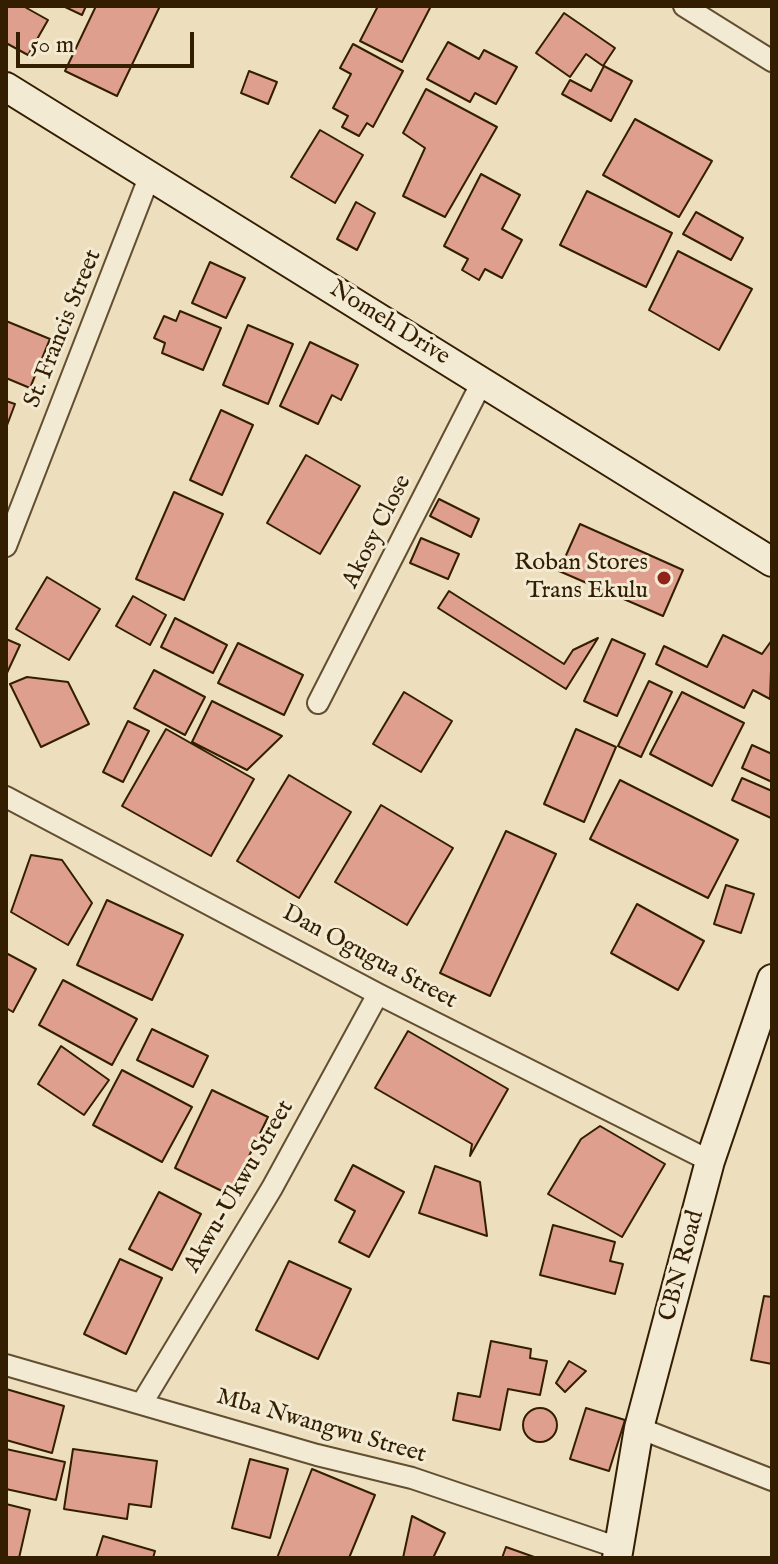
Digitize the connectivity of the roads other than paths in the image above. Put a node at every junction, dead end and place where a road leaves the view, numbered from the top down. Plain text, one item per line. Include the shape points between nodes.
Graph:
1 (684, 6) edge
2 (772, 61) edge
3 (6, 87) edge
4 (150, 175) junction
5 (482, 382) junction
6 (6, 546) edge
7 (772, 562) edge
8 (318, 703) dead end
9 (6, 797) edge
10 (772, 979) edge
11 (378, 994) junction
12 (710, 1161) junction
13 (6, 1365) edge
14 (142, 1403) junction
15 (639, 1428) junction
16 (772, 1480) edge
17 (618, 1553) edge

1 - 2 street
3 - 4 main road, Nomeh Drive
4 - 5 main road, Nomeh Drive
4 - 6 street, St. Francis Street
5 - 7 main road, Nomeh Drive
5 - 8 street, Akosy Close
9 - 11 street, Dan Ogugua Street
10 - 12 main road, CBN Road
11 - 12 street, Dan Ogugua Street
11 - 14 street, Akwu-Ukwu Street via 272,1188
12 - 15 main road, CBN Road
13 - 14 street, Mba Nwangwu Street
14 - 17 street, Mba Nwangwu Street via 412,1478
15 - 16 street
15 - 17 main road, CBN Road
__________________________________________________
- **WORK REQUEST**
Set down every entry above again exactly, dropping each picture.

- **FINISHED TASK**
Digitize the connectivity of the roads other than paths in the image above. Put a node at every junction, dead end and place where a road leaves the view, numbered from the top down. Plain text, one item per line. Include the shape points between nodes.
Graph:
1 (684, 6) edge
2 (772, 61) edge
3 (6, 87) edge
4 (150, 175) junction
5 (482, 382) junction
6 (6, 546) edge
7 (772, 562) edge
8 (318, 703) dead end
9 (6, 797) edge
10 (772, 979) edge
11 (378, 994) junction
12 (710, 1161) junction
13 (6, 1365) edge
14 (142, 1403) junction
15 (639, 1428) junction
16 (772, 1480) edge
17 (618, 1553) edge

1 - 2 street
3 - 4 main road, Nomeh Drive
4 - 5 main road, Nomeh Drive
4 - 6 street, St. Francis Street
5 - 7 main road, Nomeh Drive
5 - 8 street, Akosy Close
9 - 11 street, Dan Ogugua Street
10 - 12 main road, CBN Road
11 - 12 street, Dan Ogugua Street
11 - 14 street, Akwu-Ukwu Street via 272,1188
12 - 15 main road, CBN Road
13 - 14 street, Mba Nwangwu Street
14 - 17 street, Mba Nwangwu Street via 412,1478
15 - 16 street
15 - 17 main road, CBN Road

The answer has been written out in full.